# EXERCISE GOAL
Wherever the word "async" occurs in the lines below, copy the whole line.
__________
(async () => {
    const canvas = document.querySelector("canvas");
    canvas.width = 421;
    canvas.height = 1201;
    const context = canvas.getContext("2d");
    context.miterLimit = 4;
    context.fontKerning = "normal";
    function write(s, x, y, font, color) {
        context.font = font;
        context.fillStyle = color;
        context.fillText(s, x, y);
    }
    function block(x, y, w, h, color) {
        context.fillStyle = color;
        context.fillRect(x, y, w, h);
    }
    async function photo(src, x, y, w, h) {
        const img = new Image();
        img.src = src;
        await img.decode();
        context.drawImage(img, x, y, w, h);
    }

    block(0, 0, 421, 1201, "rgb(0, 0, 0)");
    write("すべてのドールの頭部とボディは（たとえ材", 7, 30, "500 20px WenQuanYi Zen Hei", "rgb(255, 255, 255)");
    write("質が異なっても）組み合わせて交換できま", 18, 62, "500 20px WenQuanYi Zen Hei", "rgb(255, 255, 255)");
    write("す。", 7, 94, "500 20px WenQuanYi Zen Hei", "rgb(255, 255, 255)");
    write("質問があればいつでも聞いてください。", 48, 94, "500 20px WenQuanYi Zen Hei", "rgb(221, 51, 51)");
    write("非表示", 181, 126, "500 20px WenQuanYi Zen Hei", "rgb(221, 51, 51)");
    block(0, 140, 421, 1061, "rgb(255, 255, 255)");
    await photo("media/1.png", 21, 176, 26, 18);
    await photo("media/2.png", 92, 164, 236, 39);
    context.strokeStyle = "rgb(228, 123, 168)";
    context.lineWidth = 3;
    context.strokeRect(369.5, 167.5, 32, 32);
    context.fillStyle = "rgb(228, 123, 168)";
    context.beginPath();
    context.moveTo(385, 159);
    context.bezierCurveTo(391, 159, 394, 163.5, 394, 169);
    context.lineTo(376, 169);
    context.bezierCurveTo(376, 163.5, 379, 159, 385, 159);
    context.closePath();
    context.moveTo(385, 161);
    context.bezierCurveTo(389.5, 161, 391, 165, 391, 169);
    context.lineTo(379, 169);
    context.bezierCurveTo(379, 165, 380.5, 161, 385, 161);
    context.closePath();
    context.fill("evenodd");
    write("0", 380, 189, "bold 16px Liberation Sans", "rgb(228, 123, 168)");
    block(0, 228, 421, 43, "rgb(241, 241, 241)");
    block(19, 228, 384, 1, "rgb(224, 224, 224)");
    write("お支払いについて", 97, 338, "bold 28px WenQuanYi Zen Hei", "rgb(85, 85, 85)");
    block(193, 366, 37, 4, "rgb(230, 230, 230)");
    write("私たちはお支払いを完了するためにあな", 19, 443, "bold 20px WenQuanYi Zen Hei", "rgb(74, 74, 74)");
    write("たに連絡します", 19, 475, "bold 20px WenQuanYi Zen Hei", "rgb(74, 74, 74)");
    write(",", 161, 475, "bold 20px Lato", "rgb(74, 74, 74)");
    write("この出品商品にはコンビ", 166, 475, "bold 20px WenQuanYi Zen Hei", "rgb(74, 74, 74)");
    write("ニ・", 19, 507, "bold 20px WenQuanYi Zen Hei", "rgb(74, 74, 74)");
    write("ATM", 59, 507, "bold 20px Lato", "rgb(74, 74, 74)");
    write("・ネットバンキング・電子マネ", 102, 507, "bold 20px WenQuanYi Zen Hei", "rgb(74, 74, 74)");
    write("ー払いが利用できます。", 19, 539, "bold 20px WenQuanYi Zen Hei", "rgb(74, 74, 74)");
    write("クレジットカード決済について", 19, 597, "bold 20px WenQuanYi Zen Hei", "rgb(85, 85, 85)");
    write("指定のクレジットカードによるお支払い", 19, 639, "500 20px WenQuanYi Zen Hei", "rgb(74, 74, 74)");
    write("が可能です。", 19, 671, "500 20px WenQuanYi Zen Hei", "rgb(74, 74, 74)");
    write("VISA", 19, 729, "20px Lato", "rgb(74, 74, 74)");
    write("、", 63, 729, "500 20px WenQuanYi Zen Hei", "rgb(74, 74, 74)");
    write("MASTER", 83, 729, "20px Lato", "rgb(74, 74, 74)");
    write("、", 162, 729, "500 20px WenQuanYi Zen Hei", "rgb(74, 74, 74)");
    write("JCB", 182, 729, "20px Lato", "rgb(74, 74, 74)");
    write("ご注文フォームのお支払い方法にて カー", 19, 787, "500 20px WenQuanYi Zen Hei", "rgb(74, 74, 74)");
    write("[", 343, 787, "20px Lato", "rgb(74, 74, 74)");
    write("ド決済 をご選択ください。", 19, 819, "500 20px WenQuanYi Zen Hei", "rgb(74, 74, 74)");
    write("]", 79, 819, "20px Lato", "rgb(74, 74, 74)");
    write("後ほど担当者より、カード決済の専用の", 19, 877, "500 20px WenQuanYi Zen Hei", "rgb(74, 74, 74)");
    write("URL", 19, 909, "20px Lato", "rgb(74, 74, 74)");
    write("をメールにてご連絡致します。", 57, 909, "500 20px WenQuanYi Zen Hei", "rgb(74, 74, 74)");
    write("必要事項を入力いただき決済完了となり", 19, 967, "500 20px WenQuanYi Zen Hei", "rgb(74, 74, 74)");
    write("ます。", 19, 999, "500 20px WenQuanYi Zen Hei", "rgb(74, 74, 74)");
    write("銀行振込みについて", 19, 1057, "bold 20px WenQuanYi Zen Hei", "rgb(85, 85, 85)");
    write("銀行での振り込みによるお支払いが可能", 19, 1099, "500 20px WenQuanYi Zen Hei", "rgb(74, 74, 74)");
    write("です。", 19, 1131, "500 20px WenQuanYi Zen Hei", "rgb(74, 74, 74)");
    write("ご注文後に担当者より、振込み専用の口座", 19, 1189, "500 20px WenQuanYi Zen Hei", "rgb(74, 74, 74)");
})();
__________
# TASK ANSWER
(async () => {
    async function photo(src, x, y, w, h) {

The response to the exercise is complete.